Uno de los grandes retos que enfrentará la derecha el próximo año será la constitución de una plantilla parlamentaria que no solo sea exitosa desde una perspectiva electoral, sino que también permita gobernar razonablemente
Es difícil negar que una de las principales conclusiones de la reciente elección municipal fue el fortalecimiento de Chile Vamos. No solo se logró recuperar —por un amplio margen— la simbólica comuna de Santiago, sino que se ganó en varios lugares complicados, y se obtuvo una mayoría de votos en concejales (que es la contienda que permite medir la fuerza relativa de cada cual). Con todo, el triunfo fue tan real como acotado; y no da para descorchar ni para grandes celebraciones. Aunque la derecha quedó bien aspectada, el escenario está muy abierto. No es una mala noticia, considerando el daño que han causado las últimas borracheras electorales.

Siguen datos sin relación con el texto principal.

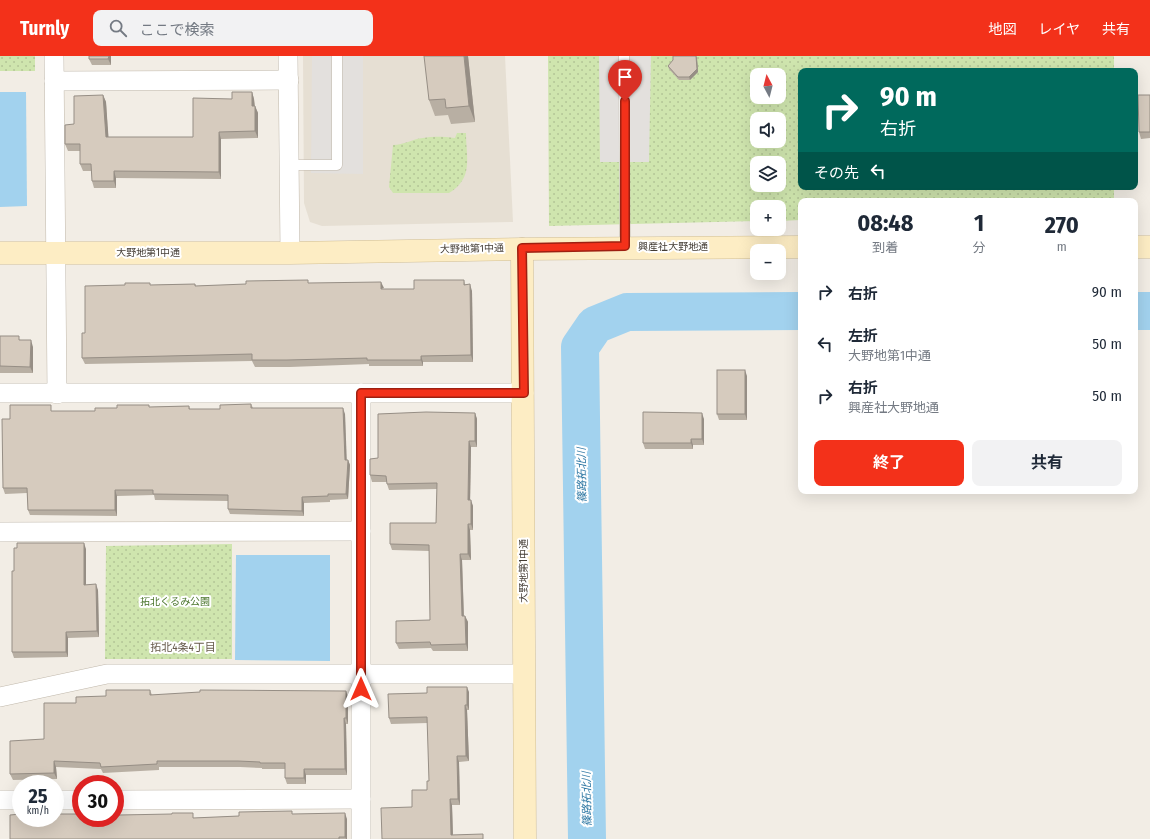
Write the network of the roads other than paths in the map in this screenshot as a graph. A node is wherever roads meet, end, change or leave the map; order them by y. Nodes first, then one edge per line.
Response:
1 (54, 56) edge
2 (288, 56) edge
3 (337, 56) edge
4 (624, 56) edge
5 (289, 80) junction
6 (54, 81) junction
7 (288, 165) junction
8 (625, 246) junction
9 (798, 246) edge
10 (1138, 247) edge
11 (1150, 247) edge
12 (522, 248) junction
13 (0, 253) edge
14 (290, 253) junction
15 (55, 254) junction
16 (0, 393) edge
17 (361, 393) junction
18 (524, 393) junction
19 (57, 394) junction
20 (0, 532) edge
21 (361, 532) junction
22 (361, 673) junction
23 (524, 674) junction
24 (0, 697) edge
25 (361, 799) junction
26 (0, 800) edge
27 (12, 800) edge
28 (124, 800) edge
29 (361, 839) edge
30 (525, 839) edge

1 - 6 street
2 - 5 street
3 - 7 lane
4 - 8 lane
5 - 6 street
5 - 7 street
6 - 15 street
7 - 14 street
8 - 9 street, 興産社大野地通
8 - 12 street, 興産社大野地通
10 - 11 street
12 - 14 street, 大野地第1中通
12 - 18 street, 大野地第1中通
13 - 15 street, 大野地第1中通
14 - 15 street, 大野地第1中通
15 - 19 street
16 - 19 street
17 - 18 street
17 - 19 street
17 - 21 street
18 - 23 street, 大野地第1中通
20 - 21 street
21 - 22 street
22 - 23 street
22 - 24 street
22 - 25 street
23 - 30 street, 大野地第1中通
25 - 28 street
25 - 29 street
26 - 27 street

Por lo mismo, si realmente quiere proyectar el triunfo, resulta imprescindible que la derecha realice un diagnóstico muy fino de todo lo que ocurrió el domingo, sobre todo en lo que respecta a sus carencias y debilidades. Por de pronto, hubo derrotas especialmente dolorosas, entre las que se cuentan Puente Alto y Viña del Mar. Es importante tomar nota de ese dato: se perdieron comunas donde era perfectamente posible ganar. ¿Qué errores se cometieron, qué estrategias fracasaron? ¿Faltó trabajo territorial, faltaron dirigentes dispuestos a dar batallas difíciles? Cabe agregar, además, que el oficialismo mostró una resiliencia que no deja de ser admirable. El Gobierno fue derrotado, sí, pero estuvo muy lejos de derrumbarse, a sabiendas de que los comicios se dieron en medio de una delicada crisis.
En ese sentido, la derecha no debe olvidar que su triunfo se dio en una coyuntura singular (caso Monsalve), en que el Gobierno ha mostrado una impericia rayana en el absurdo. En cualquier caso, la comparación con la elección municipal del 2021 es inevitable. La derecha también enfrentó esos comicios en un momento crítico —el gobierno había recurrido al TC para frenar los retiros— y fue literalmente arrasada. En momentos difíciles, la derecha chilena se desploma. Por el contrario, la izquierda aguantó el golpe, y su derrota fue (mucho) menos amarga de lo esperado. Es más, el oficialismo tuvo algunos triunfos que le permiten mirar con esperanza el futuro: los alcaldes de Maipú y Renca son figuras con enorme proyección. La izquierda tiene problemas serios, pero no está acabada, ni de lejos.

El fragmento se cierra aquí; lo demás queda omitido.